**What you have to do**
Skip the pictures, please, and write out exactly the lines from the opening of the data through the line containing "index tip: (932, 692)".

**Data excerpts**

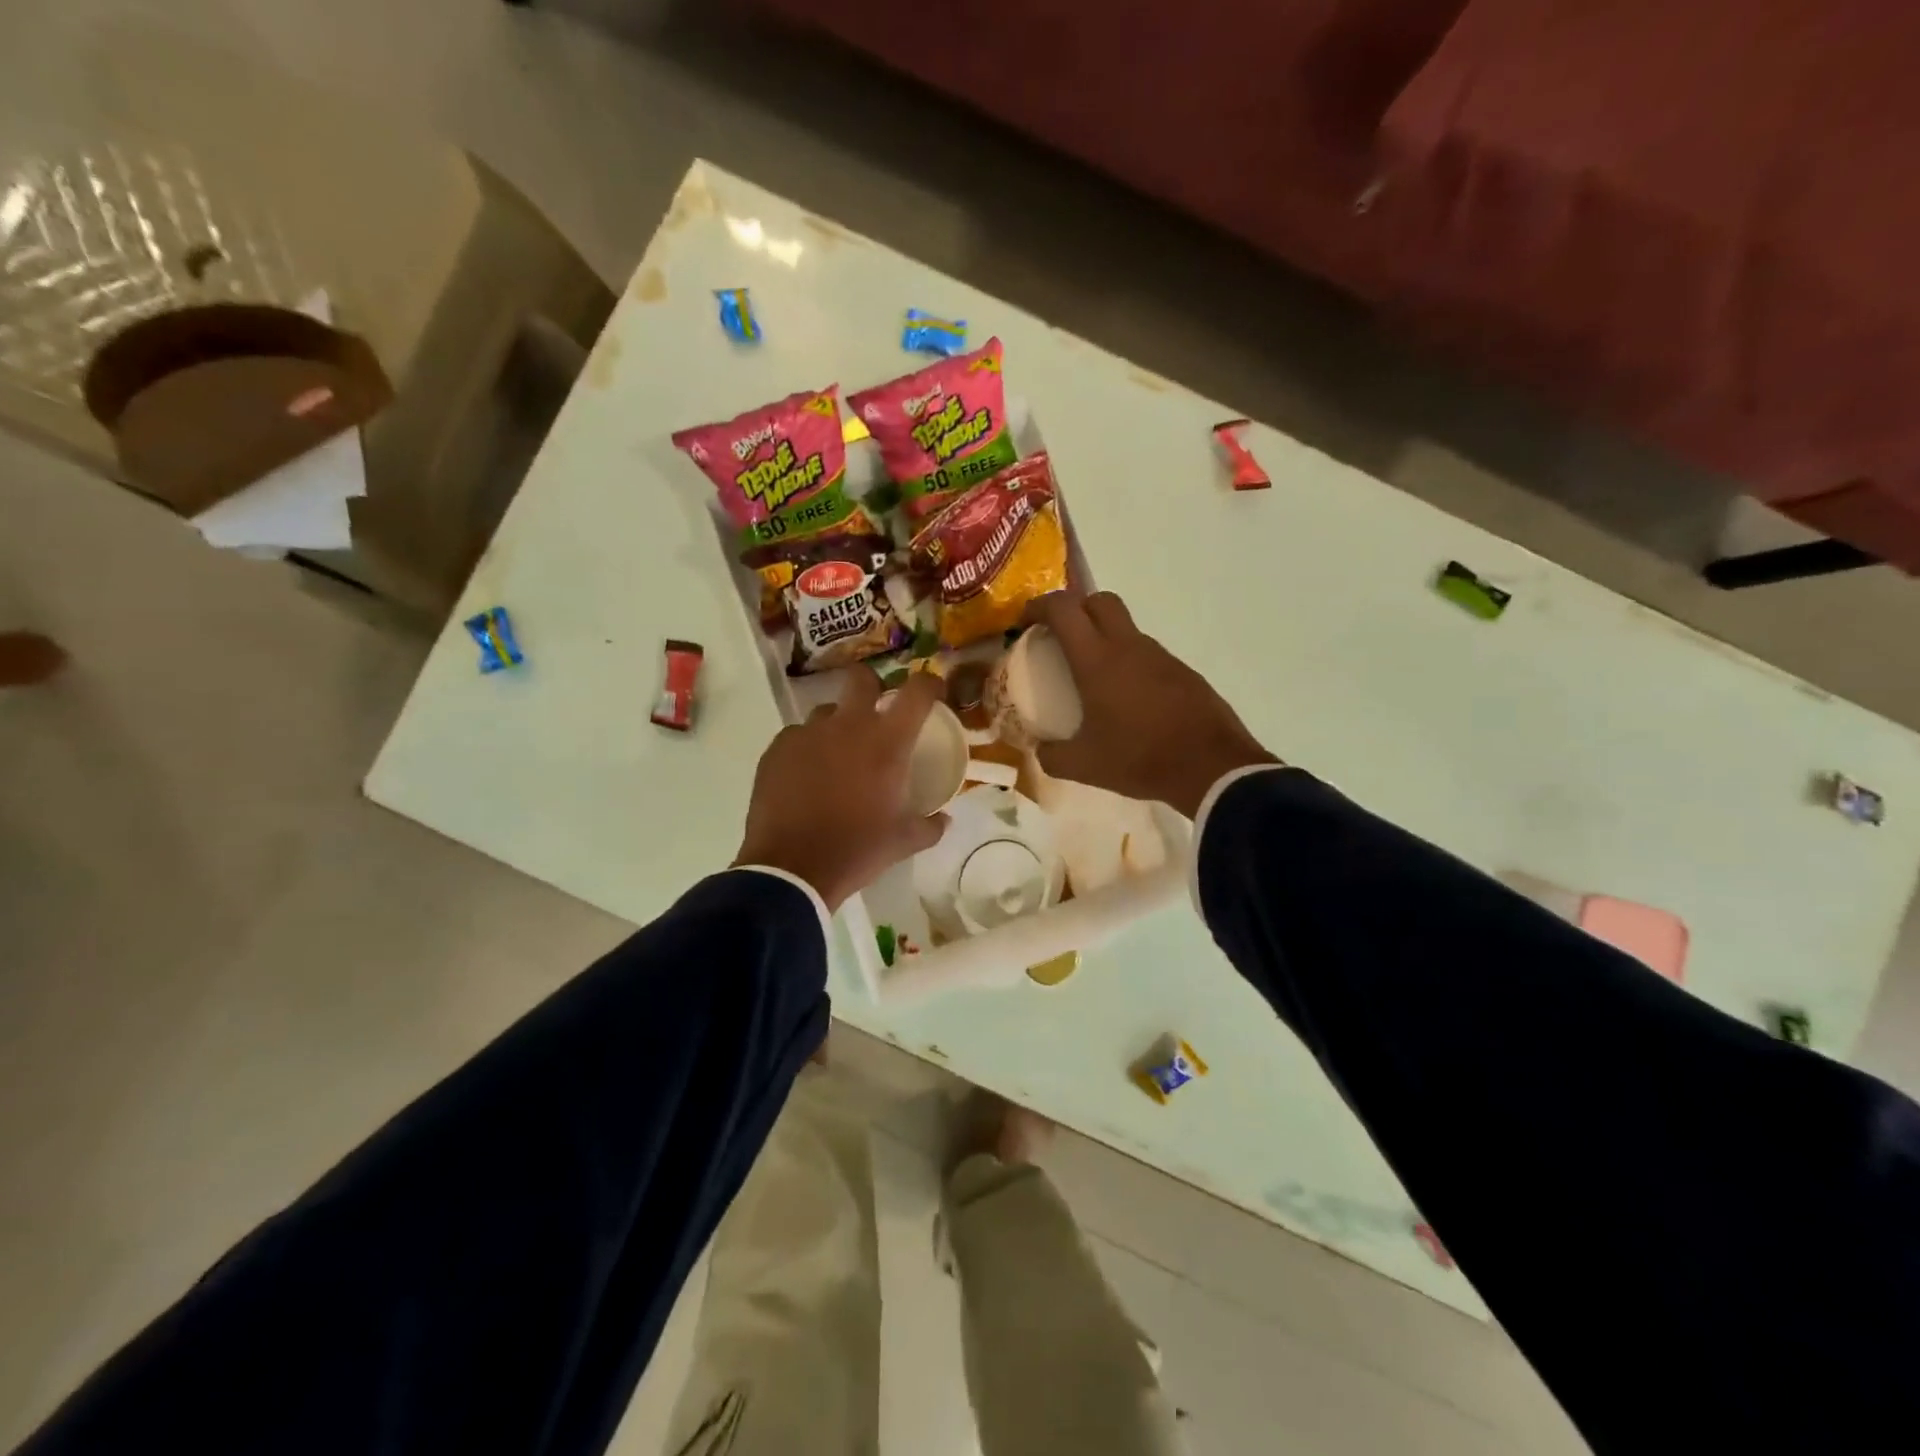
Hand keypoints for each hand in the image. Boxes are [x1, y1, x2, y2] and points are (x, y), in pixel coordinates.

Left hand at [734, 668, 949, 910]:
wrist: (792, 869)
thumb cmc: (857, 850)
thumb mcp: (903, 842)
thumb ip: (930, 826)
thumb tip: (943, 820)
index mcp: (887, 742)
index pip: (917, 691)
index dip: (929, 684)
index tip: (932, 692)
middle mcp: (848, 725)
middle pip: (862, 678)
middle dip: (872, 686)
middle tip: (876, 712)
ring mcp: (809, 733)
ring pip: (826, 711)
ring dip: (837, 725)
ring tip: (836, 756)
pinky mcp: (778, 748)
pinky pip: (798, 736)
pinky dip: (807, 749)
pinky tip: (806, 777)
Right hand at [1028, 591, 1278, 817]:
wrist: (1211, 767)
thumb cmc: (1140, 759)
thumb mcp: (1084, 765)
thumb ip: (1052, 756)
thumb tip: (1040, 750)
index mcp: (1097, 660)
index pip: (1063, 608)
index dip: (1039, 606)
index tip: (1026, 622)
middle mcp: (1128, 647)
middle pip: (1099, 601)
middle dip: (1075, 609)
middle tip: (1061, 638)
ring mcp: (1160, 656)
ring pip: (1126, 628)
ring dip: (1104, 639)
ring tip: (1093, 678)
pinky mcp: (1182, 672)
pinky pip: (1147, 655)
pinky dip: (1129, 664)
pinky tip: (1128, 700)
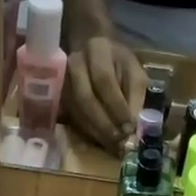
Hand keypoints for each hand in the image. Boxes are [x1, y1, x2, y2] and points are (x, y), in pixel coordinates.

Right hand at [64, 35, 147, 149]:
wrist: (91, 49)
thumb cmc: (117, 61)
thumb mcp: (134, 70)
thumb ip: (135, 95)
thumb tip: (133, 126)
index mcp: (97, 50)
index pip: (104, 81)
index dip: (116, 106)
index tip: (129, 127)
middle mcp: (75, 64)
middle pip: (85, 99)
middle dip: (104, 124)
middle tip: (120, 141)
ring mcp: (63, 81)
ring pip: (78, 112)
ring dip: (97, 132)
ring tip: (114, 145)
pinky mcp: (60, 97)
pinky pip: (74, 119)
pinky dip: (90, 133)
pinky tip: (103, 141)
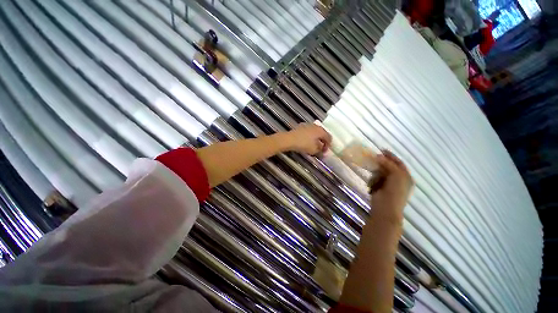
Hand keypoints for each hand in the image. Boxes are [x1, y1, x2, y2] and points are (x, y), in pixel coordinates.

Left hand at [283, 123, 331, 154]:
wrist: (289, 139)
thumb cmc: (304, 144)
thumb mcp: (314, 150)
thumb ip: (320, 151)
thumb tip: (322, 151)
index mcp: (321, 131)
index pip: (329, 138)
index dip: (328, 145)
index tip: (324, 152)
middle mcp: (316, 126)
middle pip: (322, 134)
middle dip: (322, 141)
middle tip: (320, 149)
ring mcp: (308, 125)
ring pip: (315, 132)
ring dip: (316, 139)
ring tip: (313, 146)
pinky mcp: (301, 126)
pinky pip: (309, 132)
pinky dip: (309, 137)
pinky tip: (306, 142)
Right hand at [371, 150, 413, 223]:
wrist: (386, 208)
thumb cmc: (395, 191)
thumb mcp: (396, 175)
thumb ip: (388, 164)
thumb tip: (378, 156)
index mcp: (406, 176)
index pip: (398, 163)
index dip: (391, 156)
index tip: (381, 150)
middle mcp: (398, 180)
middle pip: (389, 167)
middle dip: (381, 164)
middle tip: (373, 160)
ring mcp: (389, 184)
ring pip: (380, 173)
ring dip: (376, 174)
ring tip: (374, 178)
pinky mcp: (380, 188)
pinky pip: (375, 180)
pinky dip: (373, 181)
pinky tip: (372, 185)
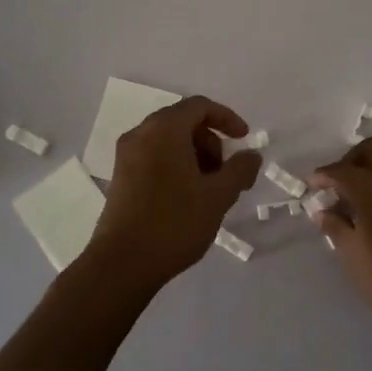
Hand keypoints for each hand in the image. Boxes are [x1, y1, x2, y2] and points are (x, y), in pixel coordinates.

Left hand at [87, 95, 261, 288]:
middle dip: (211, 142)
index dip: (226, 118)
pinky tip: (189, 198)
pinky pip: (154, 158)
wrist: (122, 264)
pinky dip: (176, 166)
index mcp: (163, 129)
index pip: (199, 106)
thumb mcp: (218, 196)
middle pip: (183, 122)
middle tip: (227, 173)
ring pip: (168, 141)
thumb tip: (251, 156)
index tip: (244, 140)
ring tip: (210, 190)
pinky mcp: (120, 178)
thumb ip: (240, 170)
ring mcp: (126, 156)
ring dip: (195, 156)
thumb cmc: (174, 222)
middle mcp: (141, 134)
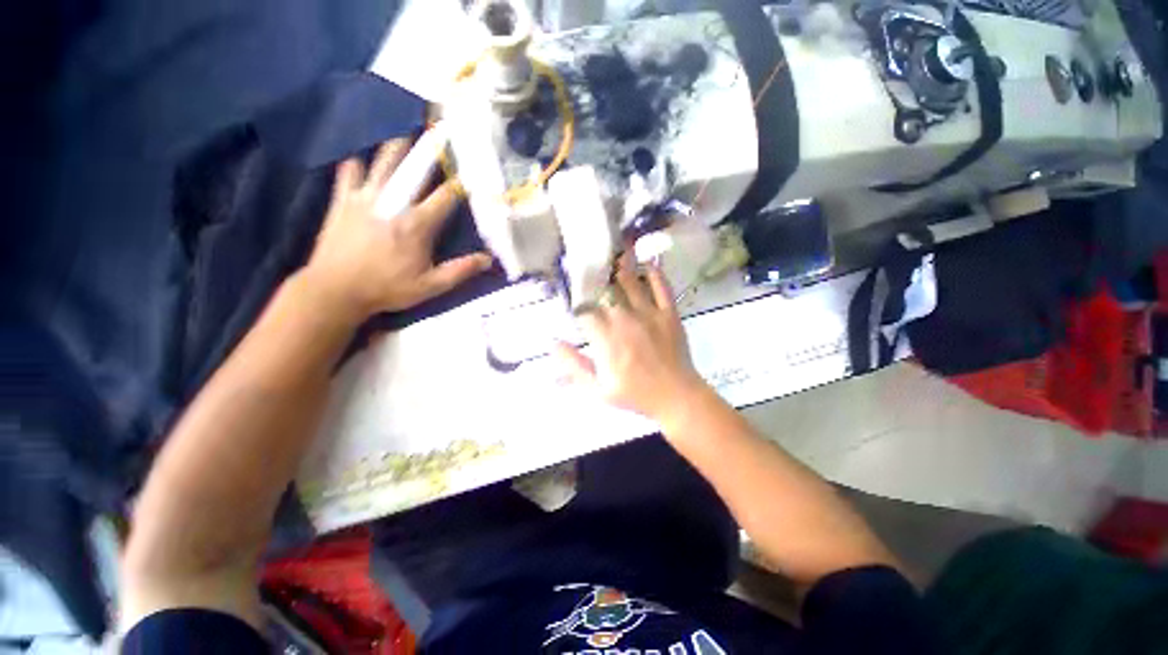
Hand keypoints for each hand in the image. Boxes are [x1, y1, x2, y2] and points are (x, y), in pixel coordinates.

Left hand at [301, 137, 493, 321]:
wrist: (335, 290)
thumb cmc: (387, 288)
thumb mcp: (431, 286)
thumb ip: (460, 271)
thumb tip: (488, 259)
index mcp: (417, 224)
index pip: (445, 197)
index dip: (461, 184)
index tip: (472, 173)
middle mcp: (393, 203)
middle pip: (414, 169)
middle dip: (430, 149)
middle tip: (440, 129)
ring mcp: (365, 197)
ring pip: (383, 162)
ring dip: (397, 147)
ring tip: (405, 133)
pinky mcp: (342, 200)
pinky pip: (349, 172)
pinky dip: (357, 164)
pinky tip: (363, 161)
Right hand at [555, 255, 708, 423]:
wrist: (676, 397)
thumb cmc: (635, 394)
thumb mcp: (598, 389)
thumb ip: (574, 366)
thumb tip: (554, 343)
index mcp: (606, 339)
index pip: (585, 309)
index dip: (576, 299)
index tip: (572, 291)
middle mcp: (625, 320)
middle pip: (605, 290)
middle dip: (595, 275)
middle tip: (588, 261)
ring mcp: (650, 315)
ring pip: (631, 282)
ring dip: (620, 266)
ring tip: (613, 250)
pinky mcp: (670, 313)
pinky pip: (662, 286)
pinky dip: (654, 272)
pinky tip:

**Result for this task**
Hand keypoints for each hand in the image. Boxes are [x1, y1, x2, y2] and points are (x, y), in pixel coordinates.

Left hand at [734, 668, 949, 910]:
wrist: (792, 869)
thumb cmc: (857, 850)
thumb mcp: (903, 842)
thumb ip: (930, 826)
thumb tip: (943, 820)
index mcp: (887, 742)
index pip: (917, 691)
index dip: (929, 684)
index tip: (932, 692)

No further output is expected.